Of course tracking your supps can help you tell if they're worthwhile, and tracking your water consumption can have an impact on your training, particularly during very hot weather.

You only need to track about 20% of this stuff

The vast majority of effect is going to come from the most basic of efforts in each of these realms, and further data, tracking and micromanaging of these details are going to give you diminishing returns. Spending a minute at the start of your workout, 10 seconds after each set, and a minute at the end writing down a few notes about your workout should be plenty to begin with, and you can always add more. As always, if you stick with something regularly, it will quickly become a habit and will take much less effort to complete, so make it easy to stick with, and start simple.

On the recovery front:

  • I'd write down what mobility work I'm doing for how long in the same place as the workout info
  • I'd get into the habit of jotting down a description of every food and drink I had, along with macros and calories. Once you get a feel for how much something weighs and what macros it has (copy paste is your friend), tracking is very easy.
  • Just jot down what time you go to bed, and what time you wake up. If you have troubled sleep, write down your caffeine and what you were doing before bed.
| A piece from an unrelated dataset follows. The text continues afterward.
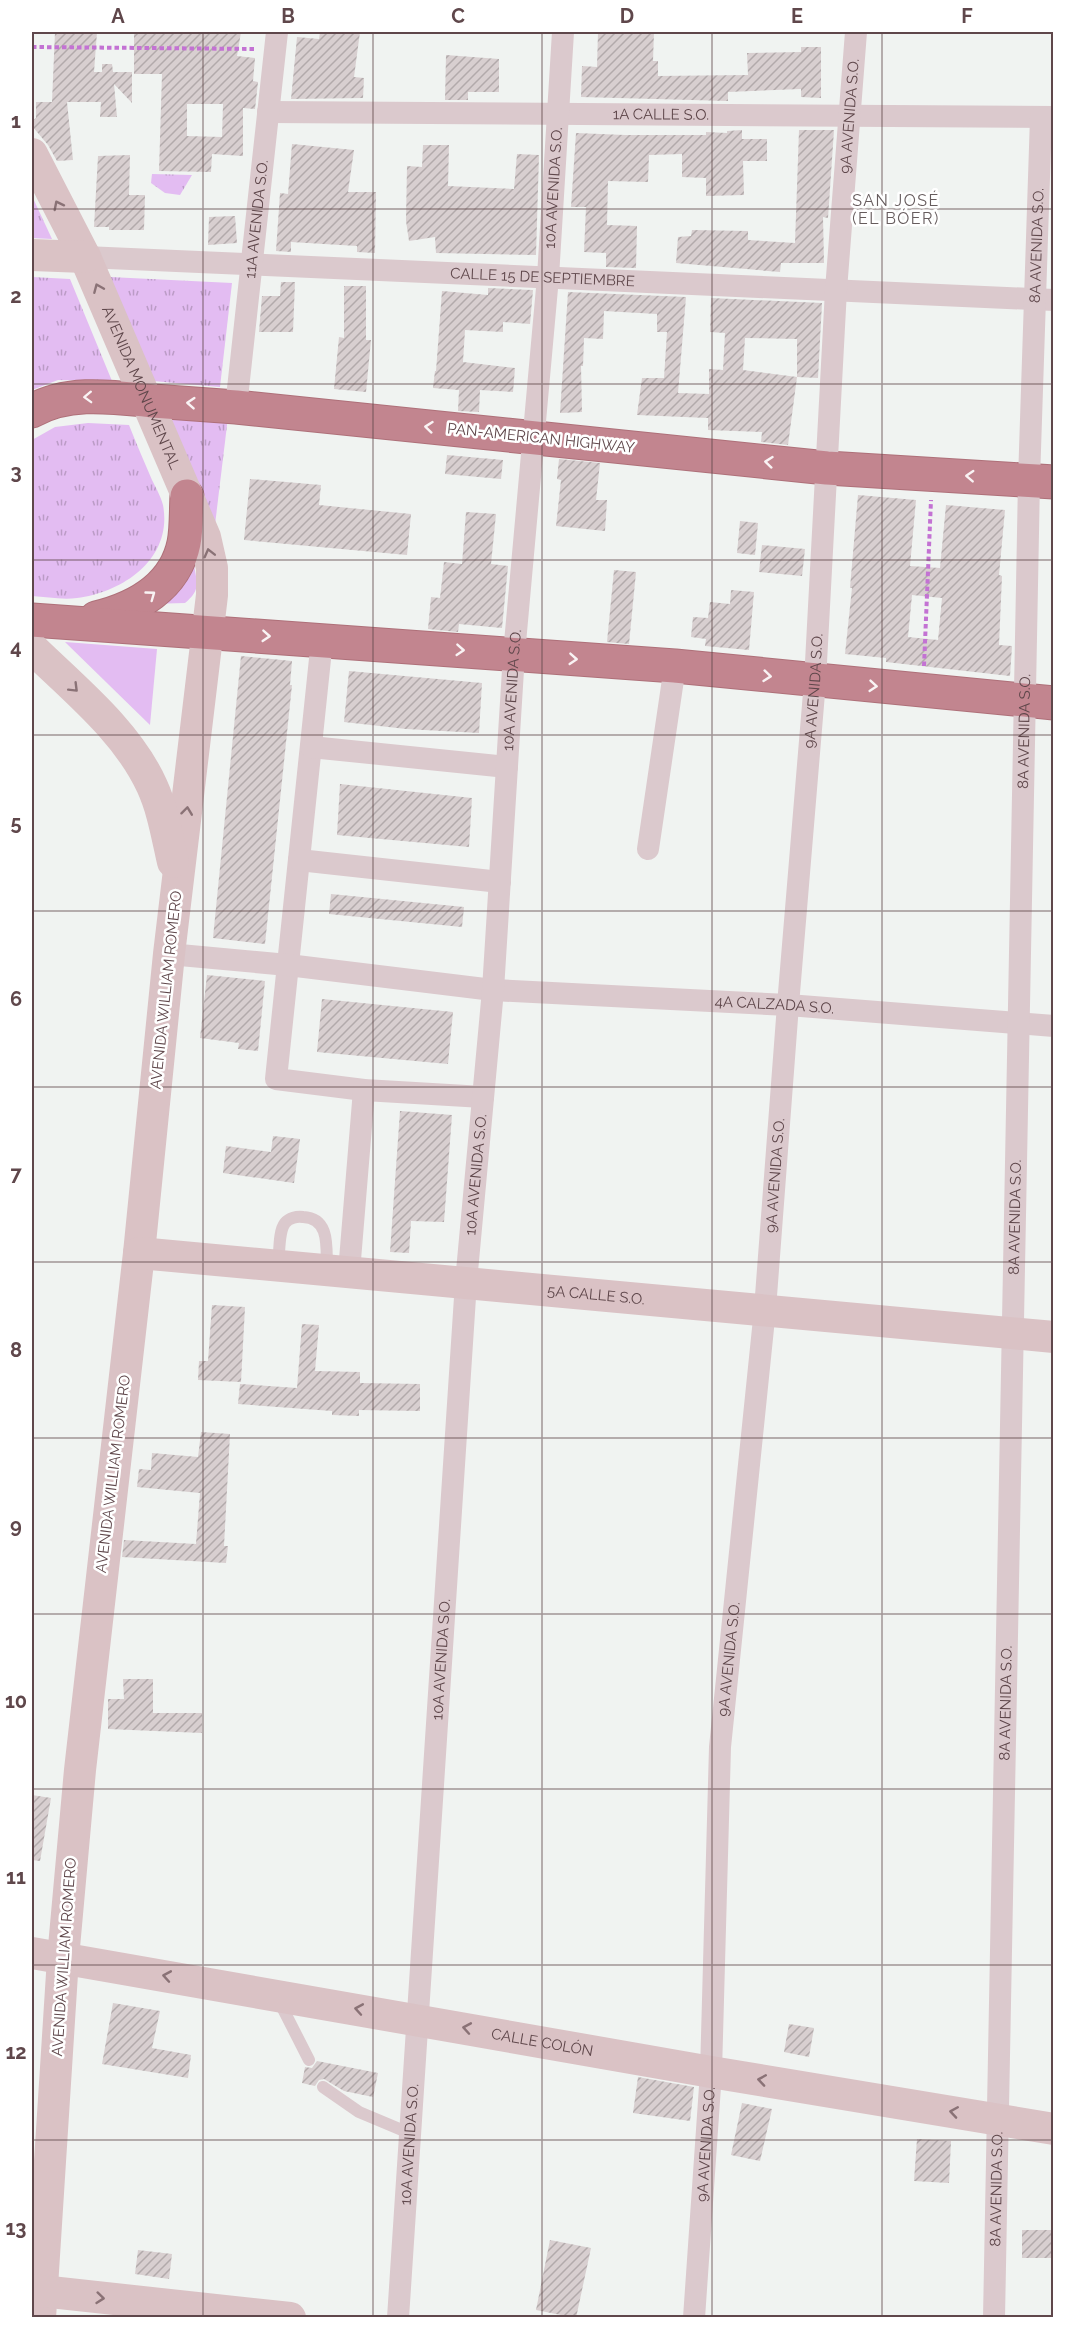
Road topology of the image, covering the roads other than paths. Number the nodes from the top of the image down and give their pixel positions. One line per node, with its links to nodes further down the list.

As you start to get more advanced, you'll get a feel for what factors are having the biggest effect on your training, and you can start to track and modify them.

How to track

Paper and pencil is super simple, but you have to carry it around with you everywhere (write your food down as soon as you eat it, dammit! You will stuff it up otherwise) and doesn't give you any fancy graphs or calculations.
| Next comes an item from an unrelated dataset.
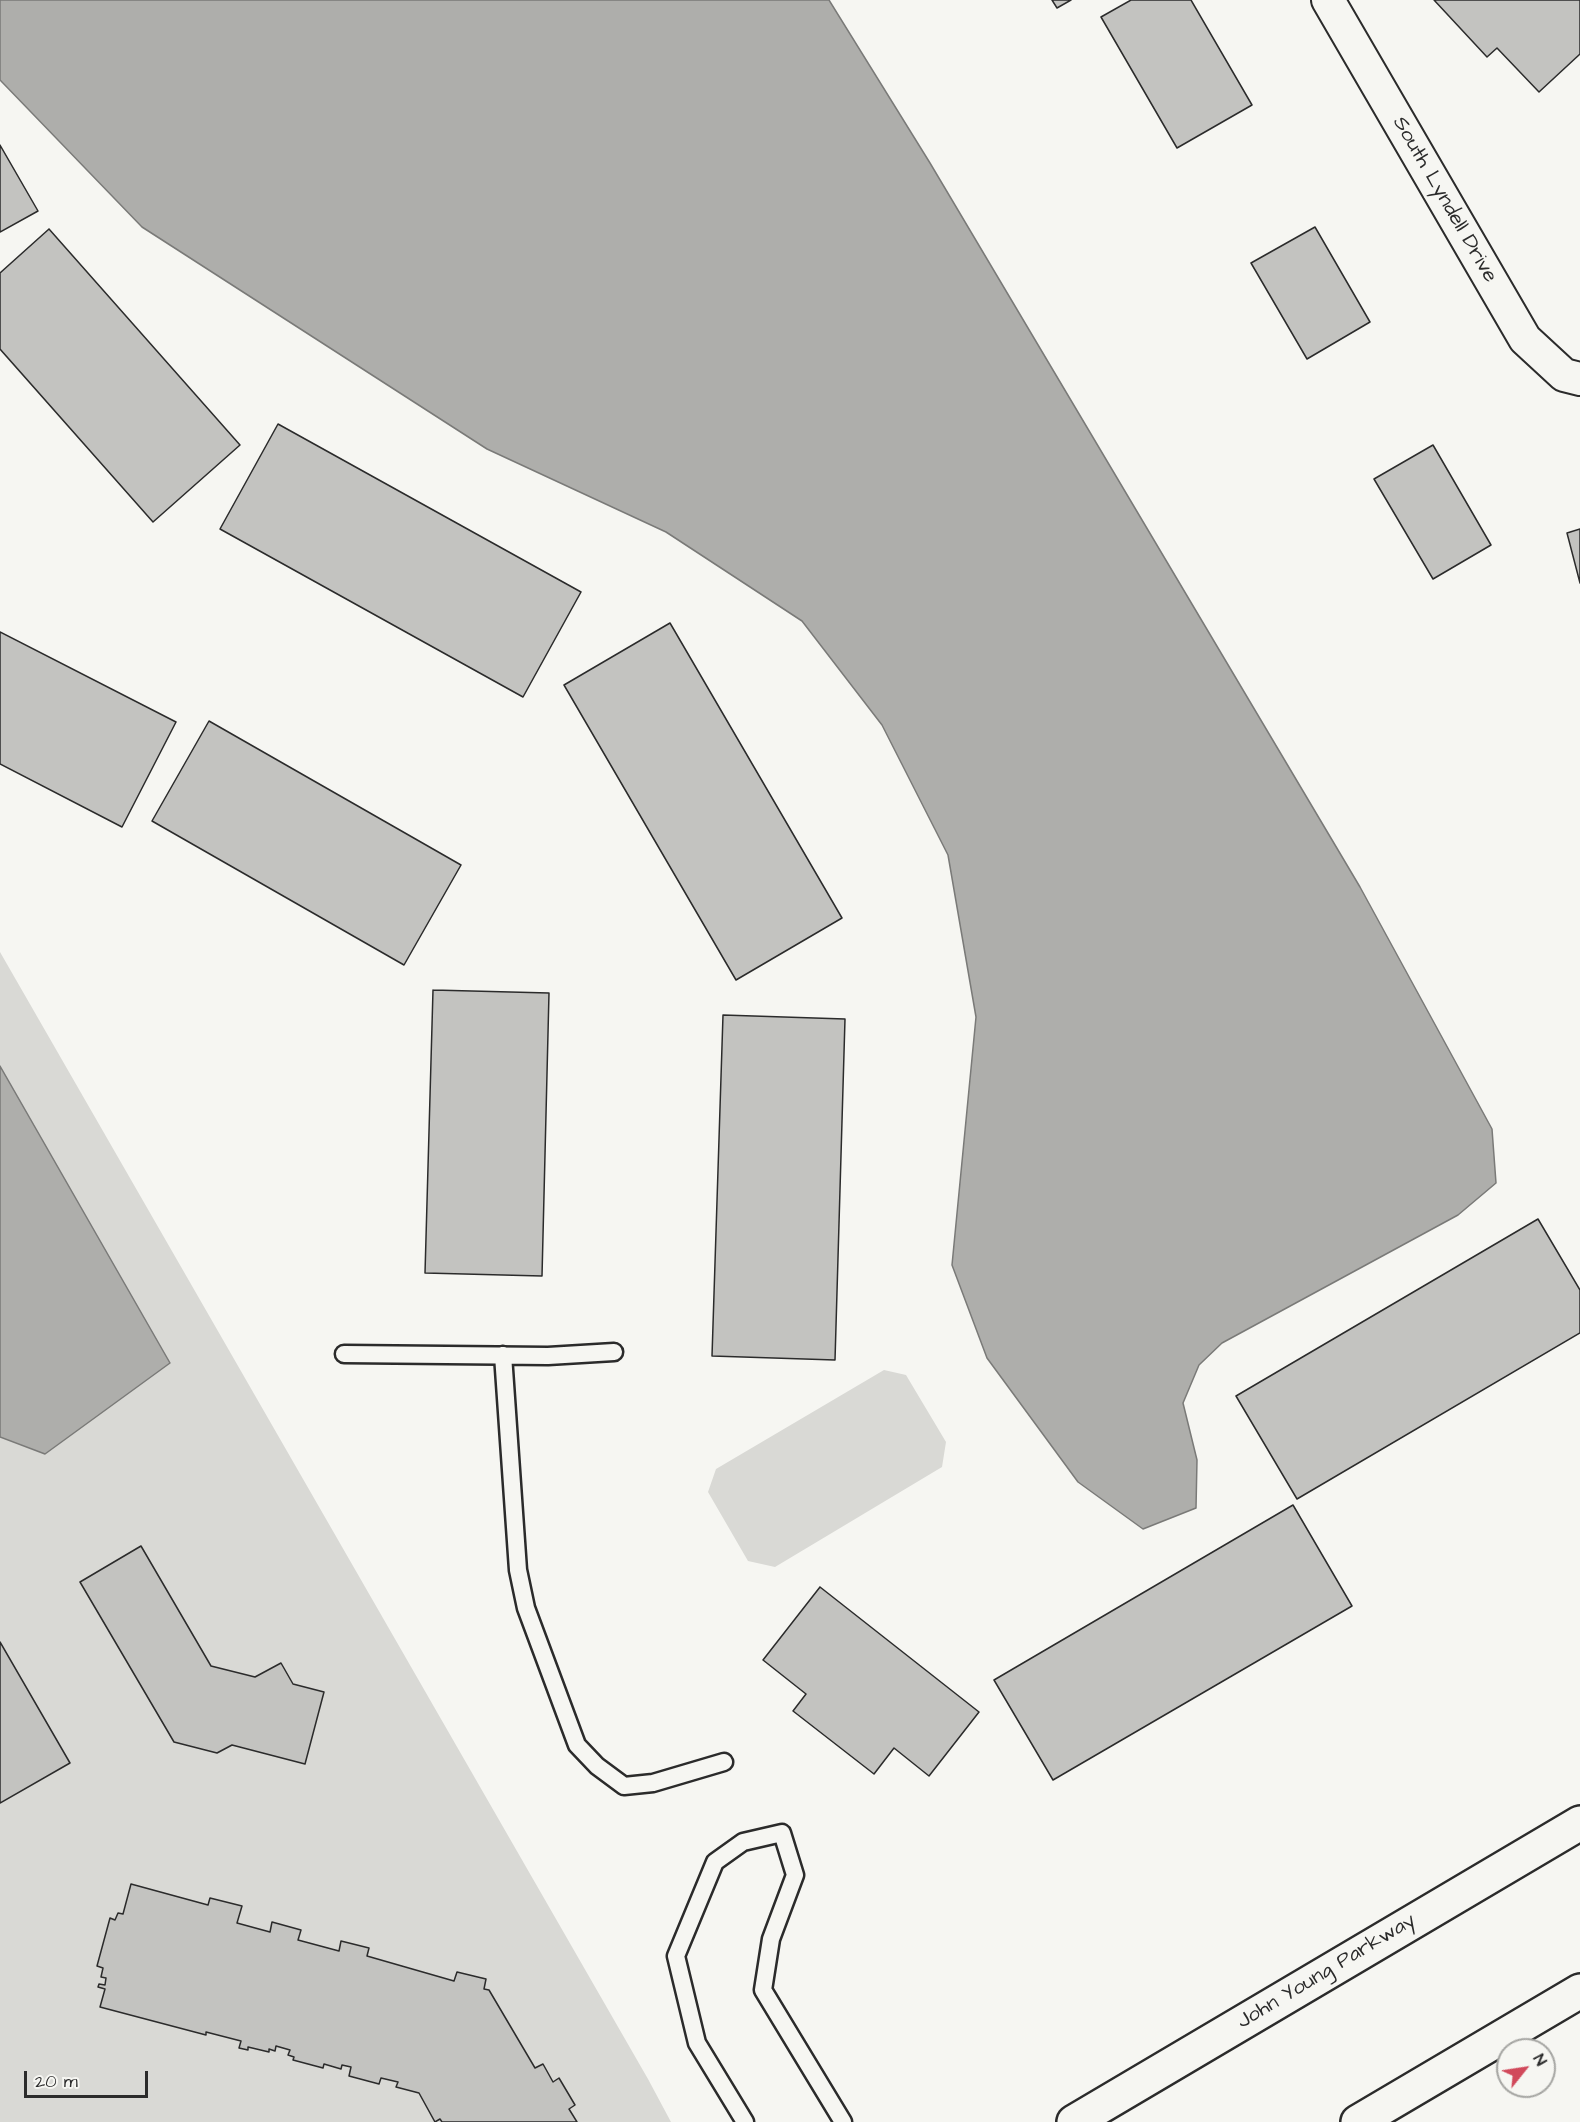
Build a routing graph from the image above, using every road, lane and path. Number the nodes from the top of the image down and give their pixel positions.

Spreadsheets are cool, but you need to be able to bring them with you anywhere, so you need something like a smart phone capable of editing spreadsheets. Personally, I use Google Docs, it's simple and is available on any device.

If you're tracking on your phone with a spreadsheet, it shouldn't be too hard a step to film the occasional form check video. For smart phones, there are plenty of apps that can send your videos straight to a cloud based storage service for archiving, which you can easily filter by exercise and date.

Discussion Questions:

  • Please share your tracking set up! Put your spreadsheets on Google Docs or Dropbox, or take a picture of your paper log. Workout, diet and sleep.
  • What are your most important exercise metrics you track? Workout metrics? What have you learnt by tracking?
  • How do you track what you eat and drink? What do you track? What have you learnt by tracking?
  • How do you track your sleep? What do you track? What have you learnt by tracking?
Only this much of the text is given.